Mr Eastwood said a new border on the island of Ireland was not needed and that full economic alignment across the island must be maintained.

"This must be the agreed backstop," he said.

"The backstop is not our first choice, but it is our ultimate protection."

He added: "The new partnership between the SDLP and Fianna Fail is based on a common analysis that business as usual is not an option.

"Extraordinary times call for more than ordinary measures."

The SDLP leader said a New Ireland can only be reached if definition and detail are provided, and that no referendum should be called until that work was done.

"There will be a special place reserved in hell for those who call for a border poll in Ireland with no plan and idea," he said.

Mr Eastwood added that a key role for the new political partnership was to begin a conversation with unionists over what a New Ireland would look like.

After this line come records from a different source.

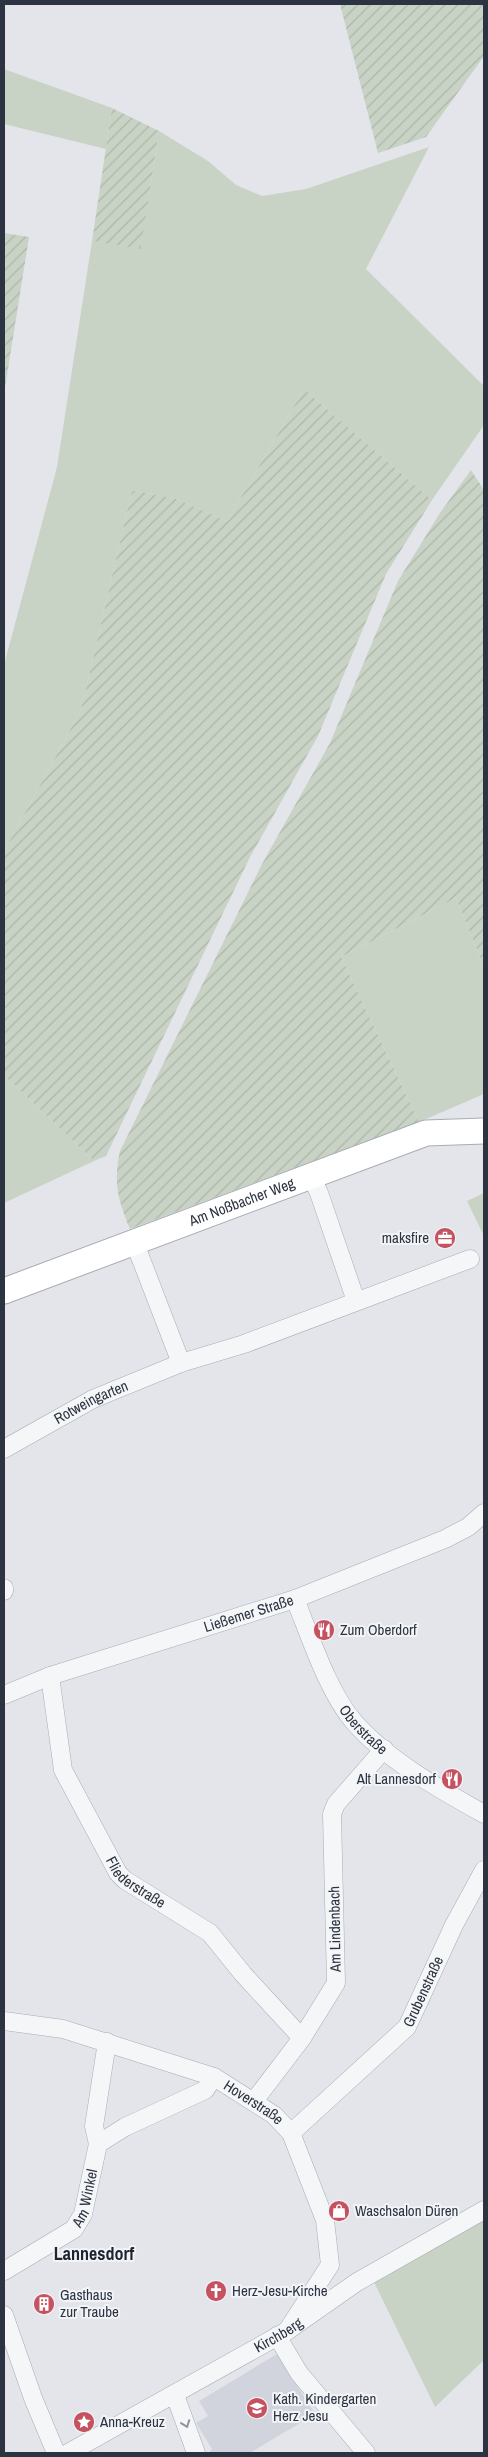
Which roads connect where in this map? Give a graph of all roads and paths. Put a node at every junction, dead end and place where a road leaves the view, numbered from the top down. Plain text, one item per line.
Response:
1 (484, 1131) edge
2 (311, 1176) junction
3 (134, 1241) junction
4 (470, 1259) dead end
5 (4, 1291) edge
6 (356, 1301) junction
7 (182, 1363) junction
8 (4, 1448) edge
9 (484, 1513) edge
10 (295, 1599) junction
11 (50, 1676) junction
12 (4, 1695) edge
13 (384, 1750) junction
14 (484, 1814) edge
15 (484, 1870) edge
16 (4, 2021) edge
17 (302, 2038) junction
18 (107, 2042) junction
19 (214, 2077) junction
20 (258, 2096) junction
21 (291, 2133) junction
22 (98, 2144) junction
23 (484, 2210) edge
24 (4, 2271) edge
25 (4, 2315) edge
26 (282, 2333) junction
27 (175, 2395) junction
28 (56, 2453) edge
29 (68, 2453) edge
30 (196, 2453) edge
31 (366, 2453) edge

1 - 2 street, Am Noßbacher Weg
2 - 3 street, Am Noßbacher Weg
2 - 6 street
3 - 5 street, Am Noßbacher Weg
3 - 7 street
4 - 6 street, Rotweingarten
6 - 7 street, Rotweingarten
7 - 8 street, Rotweingarten
9 - 10 street, Ließemer Straße
10 - 11 street, Ließemer Straße
10 - 13 street, Oberstraße
11 - 12 street, Ließemer Straße
11 - 17 street, Fliederstraße
13 - 14 street, Oberstraße
13 - 17 street, Am Lindenbach
15 - 21 street, Grubenstraße
16 - 18 street, Hoverstraße
17 - 20 street, Am Lindenbach
18 - 19 street, Hoverstraße
18 - 22 street, Am Winkel
19 - 20 street, Hoverstraße
19 - 22 street
20 - 21 street, Hoverstraße
21 - 26 street, Hoverstraße
22 - 24 street, Am Winkel
23 - 26 street, Kirchberg
25 - 28 street
26 - 27 street, Kirchberg
26 - 31 street
27 - 29 street, Kirchberg
27 -> 30 street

"We recognise the deep divisions that exist across our community and we know that it will take real leadership to begin to bring our communities together," he said.

Mr Eastwood concluded that there was no way of fully protecting people against the devastating consequences of Brexit without an Assembly in Stormont.

"Both the SDLP and Fianna Fail are coming together to ensure that we return to the vision we imagined and built some 21 years ago," he said.

"We will fight to ensure that government returns to the North and that our people are no longer left voiceless and powerless."